WBA・WBC・IBF・WBO世界スーパーバンタム級王座統一戦、井上ーアフマダリエフが9月14日に迫って来た。非常に楽しみな一戦である。
私の予想は6-4で井上有利と見ている。この「6-4」という数字をどう見るかは、人によって違ってくるのではないだろうか?
私は、井上がスーパーバンタム級に階級を上げた時から最も見てみたいカードがVSアフマダリエフだった。私は、そこまでボクシングしっかり追っている訳ではないのだが、馴染みのある強豪ダニエル・ローマン、岩佐亮佑に勝利したアマエリートアフマダリエフの実力は素人目に見ても高いことは理解できた。特に岩佐との一戦に関しては、私が岩佐のスタイリッシュなボクシングが好きだったため、アフマダリエフの前に完敗を喫してしまったショックは大きかった。身体の強さがあり、パンチにパワーがあり、ボクシングテクニックもあるアフマダリエフは、井上の相手として相応しいと考えていた。しかしそのアフマダリエフがタパレスに判定負けを喫し、王座から陥落してしまったことにより、井上VSアフマダリエフは一旦は消滅することになってしまった。それから2年以上の時を経てようやく、井上VSアフマダリエフが実現することとなった。

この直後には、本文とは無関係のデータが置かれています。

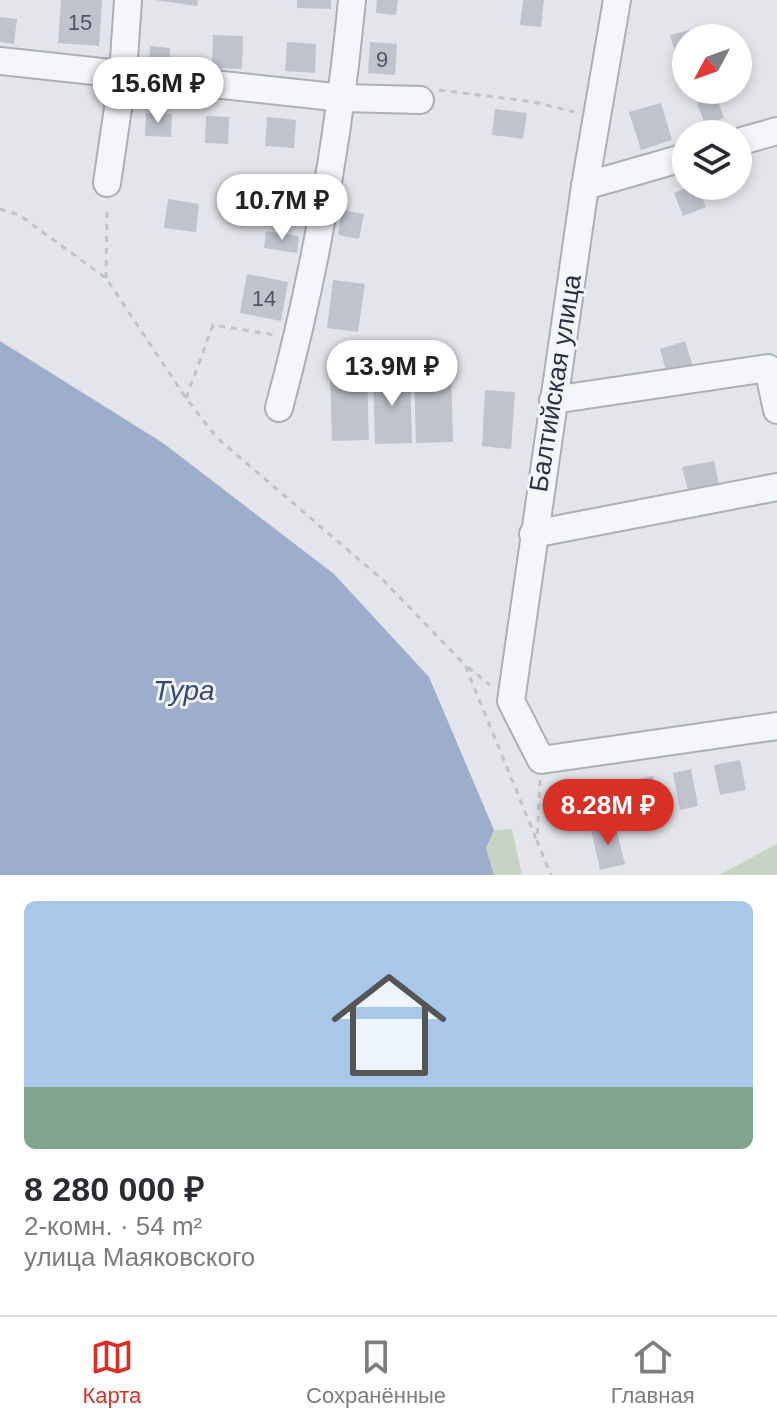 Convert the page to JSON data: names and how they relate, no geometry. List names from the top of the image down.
{
  "streets": {
    "street": ["Балтийская улица"]
  },
  "water": ["Тура"],
  "house_numbers": ["15", "9", "14"],
  "north": "bottom left",
  "page": {
    "price": [
      "15.6M ₽",
      "10.7M ₽",
      "13.9M ₽",
      "8.28M ₽"
    ],
    "list": [
      {
        "name": "8 280 000 ₽",
        "note": "2-комн. · 54 m² · улица Маяковского"
      }
    ],
    "tabs": ["Карта", "Сохранённые", "Главная"]
  }
} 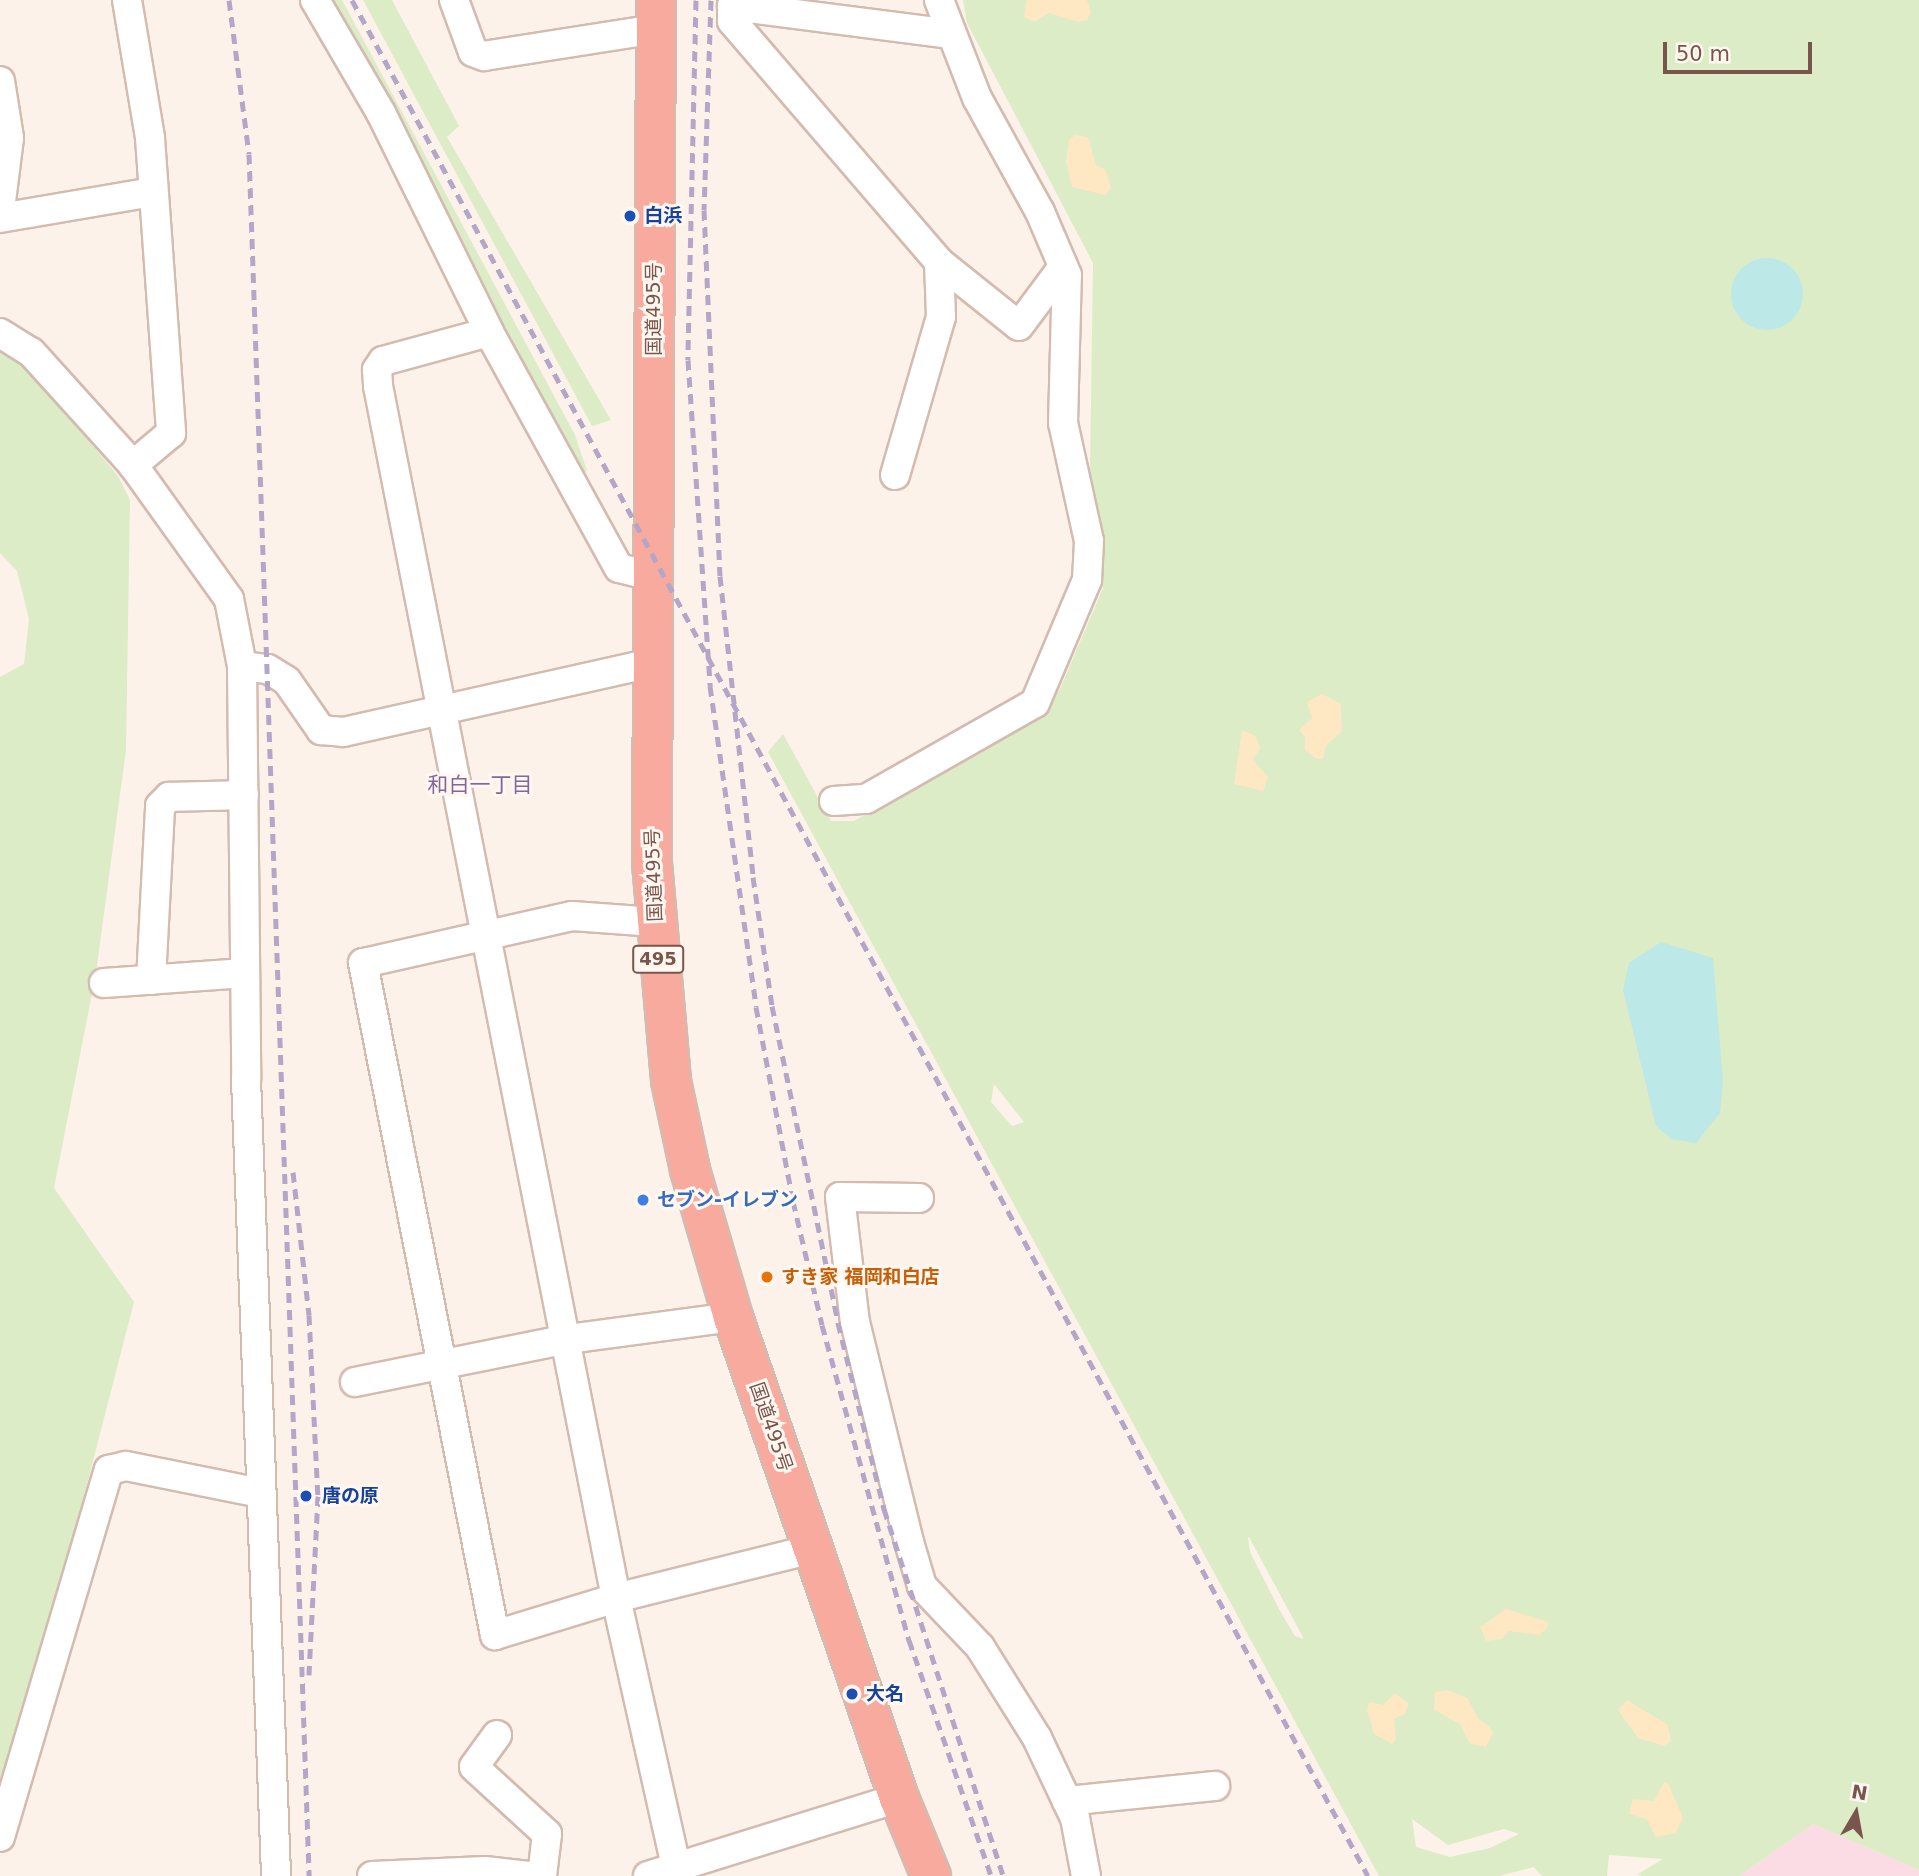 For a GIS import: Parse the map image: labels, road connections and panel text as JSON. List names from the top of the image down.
{
  "streets": {
    "highway": ["国道495号", "495"]
  },
  "districts": ["和白一丁目"],
  "places": [
    "白浜",
    "セブン-イレブン",
    "すき家 福岡和白店",
    "唐の原",
    "大名"
  ],
  "scale_bar": "50 m",
  "north": "top"
} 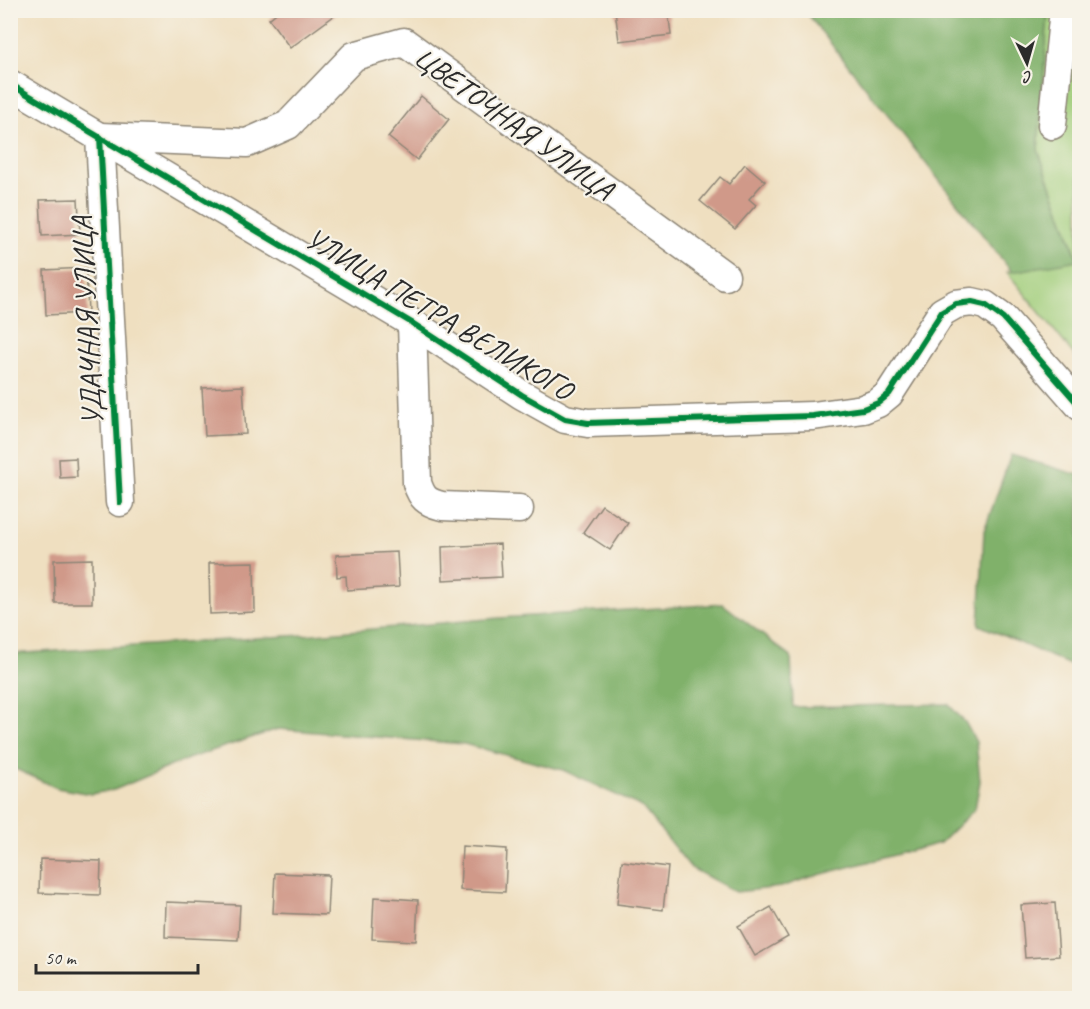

井上は32歳、アフマダリエフは30歳となり、両者ともに円熟味は増してきているのではないだろうか?
井上に関しては、世界でも屈指のボクサーであり、日本ボクシング史上№1ボクサーであることに疑いの余地はない。ボクシングに必要なすべての要素を高いレベルで持ち合わせている真の「怪物ボクサー」である。そんな井上ではあるのだが、昨年はネリ、今年はカルデナスとの一戦の中でフックをもらってダウンする姿が見られた。ダウンをしても最終的にはTKO勝利を飾り、タフさ、ピンチでの冷静な対応という部分で新たな凄みも感じることが出来たのだが、以前のように負ける姿が全くイメージできないボクサーではなくなってきた印象もある。破格のパンチ力に衰えは見られないし、経験を積んだことにより相手との駆け引きなどでスキルを高めているとは思うのだが、反射神経、スピードと言う部分に関しては、年齢とともに多少なりとも衰えが見え始めているのではないだろうか?
アフマダリエフが井上相手にどういったボクシングを見せるのか分からない部分はあるのだが、ある程度好戦的に仕掛けてくるのではないだろうか?その中で井上のビッグパンチが炸裂すれば、早い回でのKO勝利もあり得ると思うのだが、思うように強いパンチを入れることが出来ないとなれば、アフマダリエフにもチャンスは巡って来ると考えられる。接近戦でパンチをまとめることも出来るし、ジャブで距離を取りながら戦うことも出来る器用な選手だけに初回から激しくペースの握り合いが繰り広げられるのではないだろうか?
先程も書いたように井上の破格のパンチ力については、全く衰えは見られないため、一回効かせてしまえば一気に井上ペースの試合になると思うのだが、アフマダリエフの攻撃を空転させながら、着実にポイントを奪って判定勝利を手に入れることは簡単なことではないと思っている。もし井上がアフマダリエフ相手にフルマークに近い判定勝ちを収めるようなことがあれば、それはもう伝説である。テクニカルでパンチ力もありアフマダリエフ相手にそういった勝ち方をすることが出来たならば、私は井上の評価をもう一段上げなければならないと思っている。
初回はジャブを刺しあうような静かな立ち上がりになるのか?それとも井上、アフマダリエフが初回から大きなパンチを交錯させることになるのか?注目してみたい。私が個人的に、戦前井上であっても簡単には勝てないだろうと思った相手は、ナルバエス、エマヌエル・ロドリゲス、ドネア、辺りなのだが、それらのボクサーと比べても最も怖さを感じるのがアフマダリエフである。しかし、井上にはボクシングという競技と相手ボクサーに対して真摯に向き合うことが出来るという大きな武器がある。実は、この要素が井上の対戦相手にとっては非常に厄介なものなのではないだろうか?ボクシングに真摯に向き合えるからこそ、当日どんなシチュエーションになったとしても自分を見失わずに戦えるのではないだろうか?
アフマダリエフは簡単な相手ではない。私の中で井上有利と見ても「6-4」の割合である。9月14日井上とアフマダリエフはどういった戦いを見せてくれるだろうか?